§ **EXERCISE BRIEF**
Report back every line below that carries the word "edges".

§ **DATA FOR THE TASK**
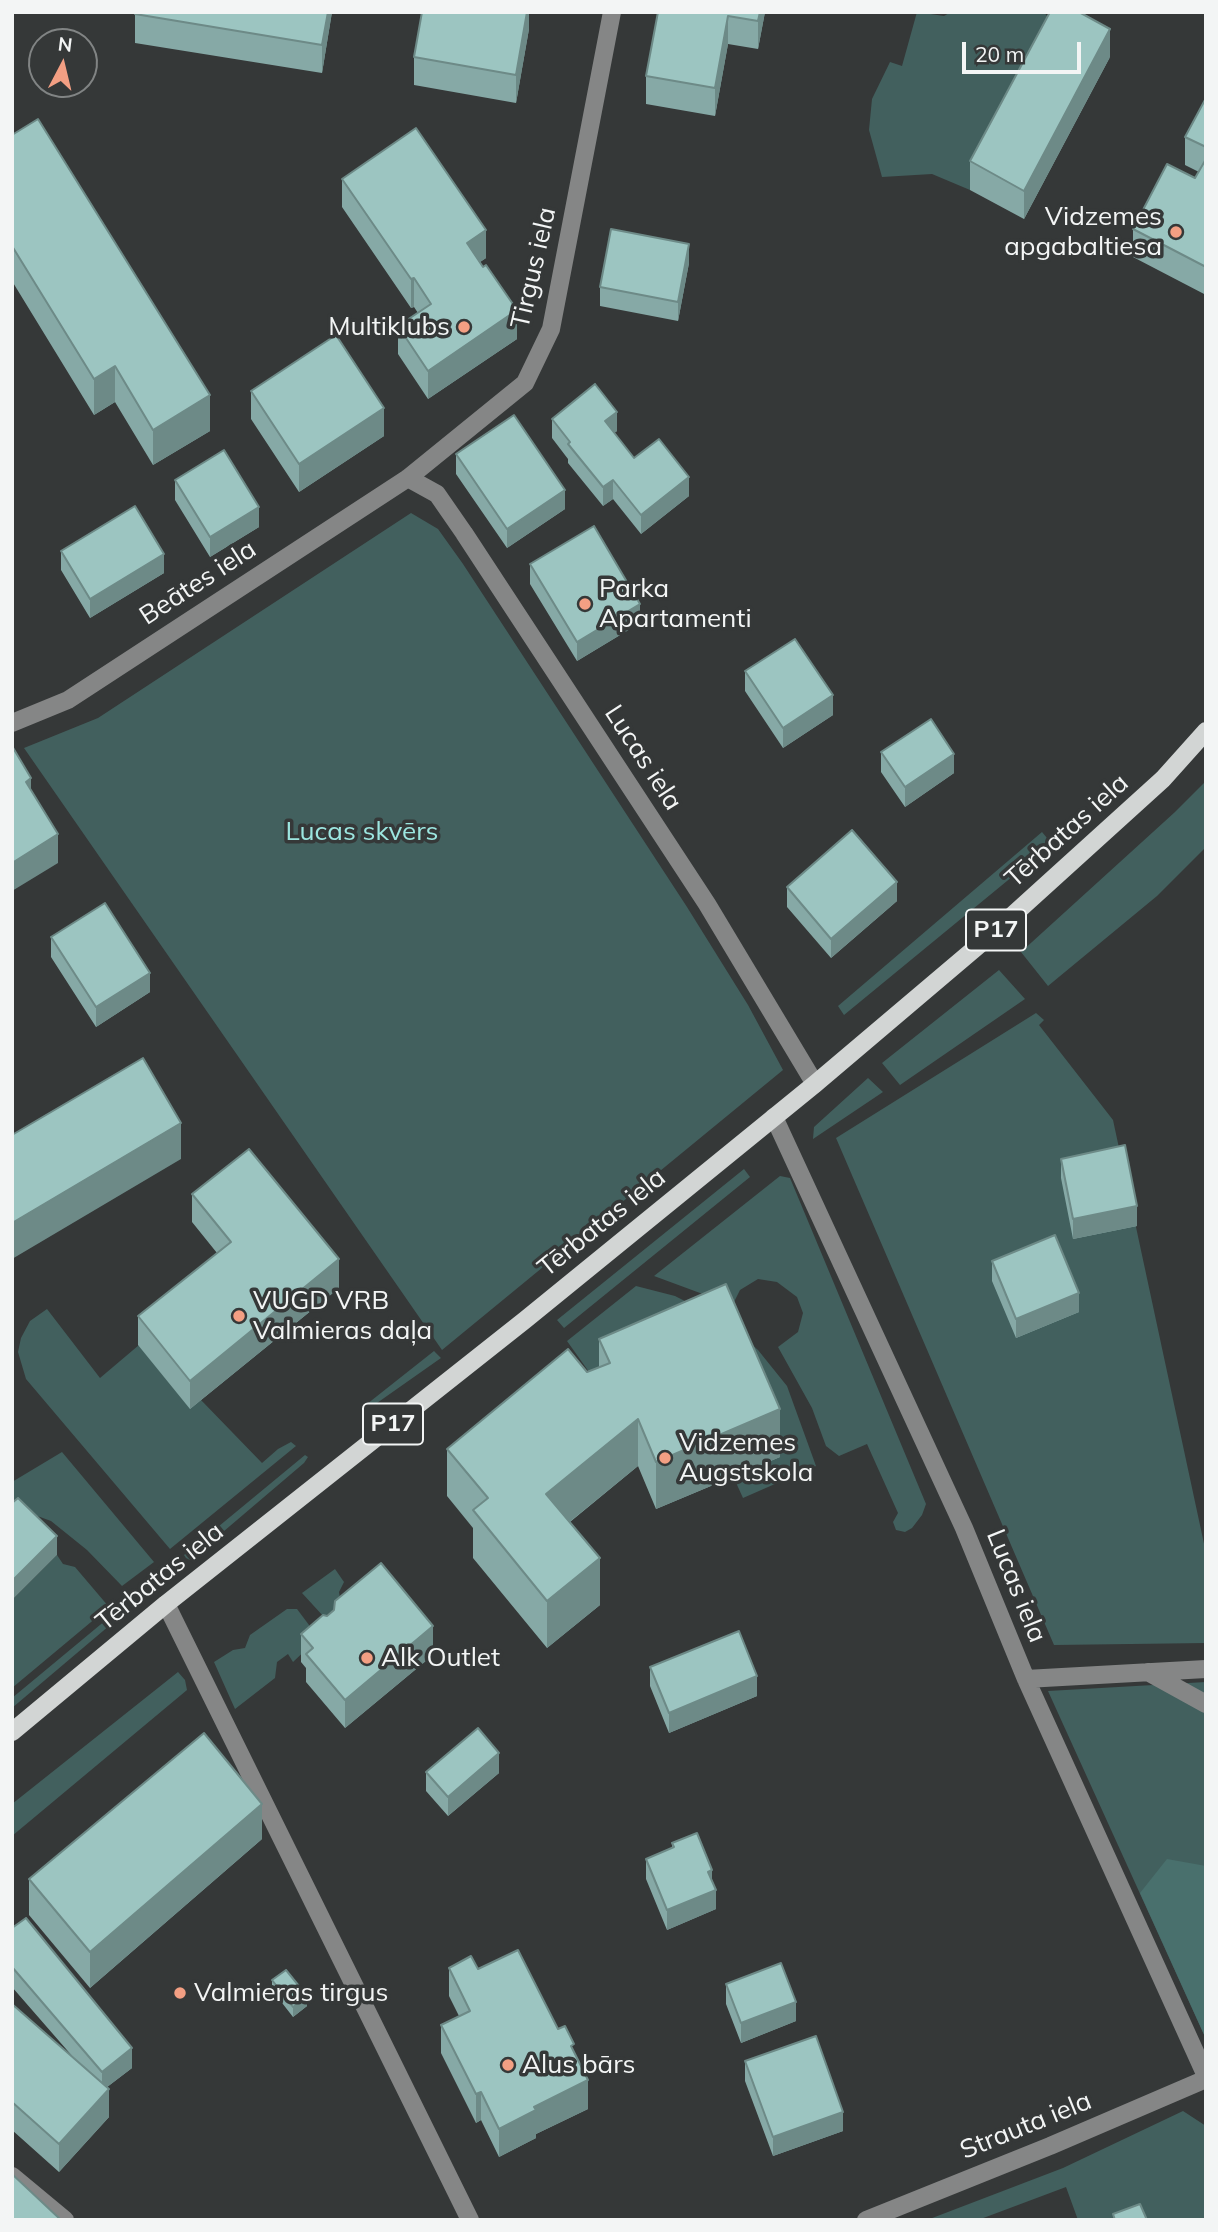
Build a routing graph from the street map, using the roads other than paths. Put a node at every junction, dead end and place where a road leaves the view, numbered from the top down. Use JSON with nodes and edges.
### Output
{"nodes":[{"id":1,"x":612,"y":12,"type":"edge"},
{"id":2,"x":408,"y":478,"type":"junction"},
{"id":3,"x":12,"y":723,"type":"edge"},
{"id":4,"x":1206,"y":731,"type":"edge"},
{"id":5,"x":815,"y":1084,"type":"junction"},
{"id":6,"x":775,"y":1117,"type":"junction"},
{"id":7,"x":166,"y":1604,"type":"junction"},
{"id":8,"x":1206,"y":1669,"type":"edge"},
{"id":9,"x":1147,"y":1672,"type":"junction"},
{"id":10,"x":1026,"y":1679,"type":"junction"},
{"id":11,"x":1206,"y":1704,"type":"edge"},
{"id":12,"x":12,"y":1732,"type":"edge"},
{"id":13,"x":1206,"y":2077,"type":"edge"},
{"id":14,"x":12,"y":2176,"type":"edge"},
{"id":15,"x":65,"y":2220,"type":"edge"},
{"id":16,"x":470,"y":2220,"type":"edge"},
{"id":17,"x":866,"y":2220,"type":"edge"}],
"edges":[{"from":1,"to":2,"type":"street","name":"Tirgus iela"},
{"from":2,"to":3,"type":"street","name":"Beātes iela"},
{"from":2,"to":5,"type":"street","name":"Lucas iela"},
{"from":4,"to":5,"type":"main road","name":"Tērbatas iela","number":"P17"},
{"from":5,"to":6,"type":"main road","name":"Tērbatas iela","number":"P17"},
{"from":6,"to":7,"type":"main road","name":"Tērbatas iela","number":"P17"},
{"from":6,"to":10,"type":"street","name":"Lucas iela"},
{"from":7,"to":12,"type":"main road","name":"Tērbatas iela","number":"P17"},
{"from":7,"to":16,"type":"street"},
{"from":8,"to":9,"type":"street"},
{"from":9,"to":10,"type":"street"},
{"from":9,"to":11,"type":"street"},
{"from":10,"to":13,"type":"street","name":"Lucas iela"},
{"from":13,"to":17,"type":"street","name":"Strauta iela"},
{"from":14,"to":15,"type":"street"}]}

§ **OUTPUT BELOW**
Build a routing graph from the street map, using the roads other than paths. Put a node at every junction, dead end and place where a road leaves the view, numbered from the top down. Use JSON with nodes and edges.
"edges":[{"from":1,"to":2,"type":"street","name":"Tirgus iela"},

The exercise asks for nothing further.